▸ Records excerpted from a collection:
........

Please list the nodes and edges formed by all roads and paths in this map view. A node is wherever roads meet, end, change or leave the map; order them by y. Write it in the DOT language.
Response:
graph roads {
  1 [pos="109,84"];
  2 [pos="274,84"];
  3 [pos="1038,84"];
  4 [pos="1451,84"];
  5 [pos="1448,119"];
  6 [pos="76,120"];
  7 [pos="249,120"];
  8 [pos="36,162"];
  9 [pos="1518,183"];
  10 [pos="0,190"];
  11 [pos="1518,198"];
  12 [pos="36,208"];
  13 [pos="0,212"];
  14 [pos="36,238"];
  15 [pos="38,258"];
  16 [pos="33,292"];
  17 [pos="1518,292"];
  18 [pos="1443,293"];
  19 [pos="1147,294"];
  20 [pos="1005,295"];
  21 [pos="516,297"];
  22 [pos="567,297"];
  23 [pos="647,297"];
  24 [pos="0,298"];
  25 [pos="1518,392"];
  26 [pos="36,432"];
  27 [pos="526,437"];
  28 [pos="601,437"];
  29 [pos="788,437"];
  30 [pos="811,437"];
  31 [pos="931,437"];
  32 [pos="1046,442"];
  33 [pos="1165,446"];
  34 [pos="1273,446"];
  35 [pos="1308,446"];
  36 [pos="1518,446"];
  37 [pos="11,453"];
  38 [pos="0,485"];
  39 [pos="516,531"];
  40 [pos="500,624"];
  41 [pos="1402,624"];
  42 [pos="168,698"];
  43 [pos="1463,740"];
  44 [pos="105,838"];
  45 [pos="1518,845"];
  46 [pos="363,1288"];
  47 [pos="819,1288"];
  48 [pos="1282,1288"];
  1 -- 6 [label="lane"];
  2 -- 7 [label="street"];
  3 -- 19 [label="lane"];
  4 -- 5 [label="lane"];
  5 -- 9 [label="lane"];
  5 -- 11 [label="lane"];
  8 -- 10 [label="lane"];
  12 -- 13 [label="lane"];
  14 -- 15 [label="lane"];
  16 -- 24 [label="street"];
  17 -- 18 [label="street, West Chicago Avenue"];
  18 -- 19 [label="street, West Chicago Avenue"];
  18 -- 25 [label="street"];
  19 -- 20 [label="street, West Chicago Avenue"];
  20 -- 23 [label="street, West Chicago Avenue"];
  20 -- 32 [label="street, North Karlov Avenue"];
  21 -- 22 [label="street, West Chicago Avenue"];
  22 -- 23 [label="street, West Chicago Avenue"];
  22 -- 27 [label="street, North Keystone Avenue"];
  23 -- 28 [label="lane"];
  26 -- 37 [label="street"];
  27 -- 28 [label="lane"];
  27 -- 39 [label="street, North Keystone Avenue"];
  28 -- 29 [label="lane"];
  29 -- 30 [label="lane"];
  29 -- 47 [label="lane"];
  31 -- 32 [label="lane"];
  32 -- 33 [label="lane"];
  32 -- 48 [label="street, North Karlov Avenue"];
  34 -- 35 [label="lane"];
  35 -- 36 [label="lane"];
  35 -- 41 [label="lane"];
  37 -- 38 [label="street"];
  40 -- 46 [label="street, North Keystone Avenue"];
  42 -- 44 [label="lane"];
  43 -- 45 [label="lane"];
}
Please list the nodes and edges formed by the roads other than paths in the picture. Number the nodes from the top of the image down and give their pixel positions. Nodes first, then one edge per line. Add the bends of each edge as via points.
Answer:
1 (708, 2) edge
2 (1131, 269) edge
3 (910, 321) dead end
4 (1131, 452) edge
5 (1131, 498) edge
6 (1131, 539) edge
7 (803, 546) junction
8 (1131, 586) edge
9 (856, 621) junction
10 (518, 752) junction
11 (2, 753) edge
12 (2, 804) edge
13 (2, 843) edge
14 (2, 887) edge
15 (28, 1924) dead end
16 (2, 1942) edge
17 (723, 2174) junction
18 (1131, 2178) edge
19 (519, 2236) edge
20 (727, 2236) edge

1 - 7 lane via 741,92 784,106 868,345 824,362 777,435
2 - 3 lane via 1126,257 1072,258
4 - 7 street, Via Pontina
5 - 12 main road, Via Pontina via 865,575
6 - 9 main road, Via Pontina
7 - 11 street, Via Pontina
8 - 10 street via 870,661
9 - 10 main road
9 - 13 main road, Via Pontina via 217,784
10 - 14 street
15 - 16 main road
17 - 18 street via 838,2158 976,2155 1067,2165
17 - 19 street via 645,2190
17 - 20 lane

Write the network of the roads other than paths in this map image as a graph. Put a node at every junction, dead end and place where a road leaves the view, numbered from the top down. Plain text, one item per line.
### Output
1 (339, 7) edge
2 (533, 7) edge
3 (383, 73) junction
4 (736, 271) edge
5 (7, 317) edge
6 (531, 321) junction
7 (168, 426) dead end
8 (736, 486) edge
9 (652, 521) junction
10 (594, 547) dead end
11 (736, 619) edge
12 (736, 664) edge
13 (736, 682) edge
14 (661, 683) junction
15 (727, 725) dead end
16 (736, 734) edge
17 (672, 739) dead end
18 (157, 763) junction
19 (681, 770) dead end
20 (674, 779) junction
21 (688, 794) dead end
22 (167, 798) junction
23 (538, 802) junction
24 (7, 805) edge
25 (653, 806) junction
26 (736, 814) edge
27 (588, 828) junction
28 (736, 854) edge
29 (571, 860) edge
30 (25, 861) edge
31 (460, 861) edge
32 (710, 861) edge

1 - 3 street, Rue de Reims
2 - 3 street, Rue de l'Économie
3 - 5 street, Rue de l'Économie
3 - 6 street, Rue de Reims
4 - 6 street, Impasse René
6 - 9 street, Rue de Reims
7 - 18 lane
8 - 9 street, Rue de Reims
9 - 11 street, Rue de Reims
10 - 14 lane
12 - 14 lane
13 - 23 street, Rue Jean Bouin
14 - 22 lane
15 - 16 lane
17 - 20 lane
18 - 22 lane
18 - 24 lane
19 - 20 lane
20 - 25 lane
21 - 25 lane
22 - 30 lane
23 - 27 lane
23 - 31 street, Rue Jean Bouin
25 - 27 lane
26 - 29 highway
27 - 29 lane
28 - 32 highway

........

▸ Task directions: Copy the lines above exactly, leaving every word as it is.

▸ Solution:
Please list the nodes and edges formed by all roads and paths in this map view. A node is wherever roads meet, end, change or leave the map; order them by y. Write it in the DOT language.
Response:
graph roads {
  1 [pos="109,84"];
  2 [pos="274,84"];
  3 [pos="1038,84"];
  4 [pos="1451,84"];
  5 [pos="1448,119"];
  6 [pos="76,120"];
  7 [pos="249,120"];
  8 [pos="36,162"];
  9 [pos="1518,183"];
  10 [pos="0,190"];
  11 [pos="1518,198"];
  12 [pos="36,208"];
  13 [pos="0,212"];
  14 [pos="36,238"];
  15 [pos="38,258"];
  16 [pos="33,292"];
  17 [pos="1518,292"];
  18 [pos="1443,293"];
  19 [pos="1147,294"];
  20 [pos="1005,295"];
  21 [pos="516,297"];
  22 [pos="567,297"];
  23 [pos="647,297"];
  24 [pos="0,298"];
  25 [pos="1518,392"];
  26 [pos="36,432"];
  27 [pos="526,437"];
  28 [pos="601,437"];
  29 [pos="788,437"];
  30 [pos="811,437"];
  31 [pos="931,437"];
  32 [pos="1046,442"];
  33 [pos="1165,446"];
  34 [pos="1273,446"];
  35 [pos="1308,446"];
  36 [pos="1518,446"];
  37 [pos="11,453"];
  38 [pos="0,485"];
  39 [pos="516,531"];
  40 [pos="500,624"];
  41 [pos="1402,624"];
  42 [pos="168,698"];
  43 [pos="1463,740"];
  44 [pos="105,838"];
  45 [pos="1518,845"];
  46 [pos="363,1288"];
  47 [pos="819,1288"];
  48 [pos="1282,1288"];
  1 -- 6 [label="lane"];
  2 -- 7 [label="street"];
  3 -- 19 [label="lane"];
  4 -- 5 [label="lane"];
  5 -- 9 [label="lane"];
  5 -- 11 [label="lane"];
  8 -- 10 [label="lane"];
  12 -- 13 [label="lane"];
  14 -- 15 [label="lane"];
  16 -- 24 [label="street"];
  17 -- 18 [label="street, West Chicago Avenue"];
  18 -- 19 [label="street, West Chicago Avenue"];
  18 -- 25 [label="street"];
  19 -- 20 [label="street, West Chicago Avenue"];
  20 -- 23 [label="street, West Chicago Avenue"];
  20 -- 32 [label="street, North Karlov Avenue"];
  21 -- 22 [label="street, West Chicago Avenue"];
  22 -- 23 [label="street, West Chicago Avenue"];
  22 -- 27 [label="street, North Keystone Avenue"];
  23 -- 28 [label="lane"];
  26 -- 37 [label="street"];
  27 -- 28 [label="lane"];
  27 -- 39 [label="street, North Keystone Avenue"];
  28 -- 29 [label="lane"];
  29 -- 30 [label="lane"];
  29 -- 47 [label="lane"];
  31 -- 32 [label="lane"];
  32 -- 33 [label="lane"];
  32 -- 48 [label="street, North Karlov Avenue"];
  34 -- 35 [label="lane"];
  35 -- 36 [label="lane"];
  35 -- 41 [label="lane"];
  37 -- 38 [label="street"];
  40 -- 46 [label="street, North Keystone Avenue"];
  42 -- 44 [label="lane"];
  43 -- 45 [label="lane"];
}
Please list the nodes and edges formed by the roads other than paths in the picture. Number the nodes from the top of the image down and give their pixel positions. Nodes first, then one edge per line. Add the bends of each edge as via points.
Answer:
1 (708, 2) edge
2 (1131, 269) edge
3 (910, 321) dead end
4 (1131, 452) edge
5 (1131, 498) edge
6 (1131, 539) edge
7 (803, 546) junction
8 (1131, 586) edge
9 (856, 621) junction
10 (518, 752) junction
11 (2, 753) edge
12 (2, 804) edge
13 (2, 843) edge
14 (2, 887) edge
15 (28, 1924) dead end
16 (2, 1942) edge
17 (723, 2174) junction
18 (1131, 2178) edge
19 (519, 2236) edge
20 (727, 2236) edge

1 - 7 lane via 741,92 784,106 868,345 824,362 777,435
2 - 3 lane via 1126,257 1072,258
4 - 7 street, Via Pontina
5 - 12 main road, Via Pontina via 865,575
6 - 9 main road, Via Pontina
7 - 11 street, Via Pontina
8 - 10 street via 870,661
9 - 10 main road
9 - 13 main road, Via Pontina via 217,784
10 - 14 street
15 - 16 main road
17 - 18 street via 838,2158 976,2155 1067,2165
17 - 19 street via 645,2190
17 - 20 lane

Write the network of the roads other than paths in this map image as a graph. Put a node at every junction, dead end and place where a road leaves the view, numbered from the top down. Plain text, one item per line.
### Output
1 (339, 7) edge
2 (533, 7) edge
3 (383, 73) junction
4 (736, 271) edge
5 (7, 317) edge
6 (531, 321) junction
7 (168, 426) dead end
8 (736, 486) edge
9 (652, 521) junction
10 (594, 547) dead end
11 (736, 619) edge
12 (736, 664) edge
13 (736, 682) edge
14 (661, 683) junction
15 (727, 725) dead end
16 (736, 734) edge
17 (672, 739) dead end
18 (157, 763) junction
19 (681, 770) dead end
20 (674, 779) junction
21 (688, 794) dead end
22 (167, 798) junction
23 (538, 802) junction
24 (7, 805) edge
25 (653, 806) junction
26 (736, 814) edge
27 (588, 828) junction
28 (736, 854) edge
29 (571, 860) edge
30 (25, 861) edge
31 (460, 861) edge
32 (710, 861) edge

1 - 3 street, Rue de Reims
2 - 3 street, Rue de l'Économie
3 - 5 street, Rue de l'Économie
3 - 6 street, Rue de Reims
4 - 6 street, Impasse René
6 - 9 street, Rue de Reims
7 - 18 lane
8 - 9 street, Rue de Reims
9 - 11 street, Rue de Reims
10 - 14 lane
12 - 14 lane
13 - 23 street, Rue Jean Bouin
14 - 22 lane
15 - 16 lane
17 - 20 lane
18 - 22 lane
18 - 24 lane
19 - 20 lane
20 - 25 lane
21 - 25 lane
22 - 30 lane
23 - 27 lane
23 - 31 street, Rue Jean Bouin
25 - 27 lane
26 - 29 highway
27 - 29 lane
28 - 32 highway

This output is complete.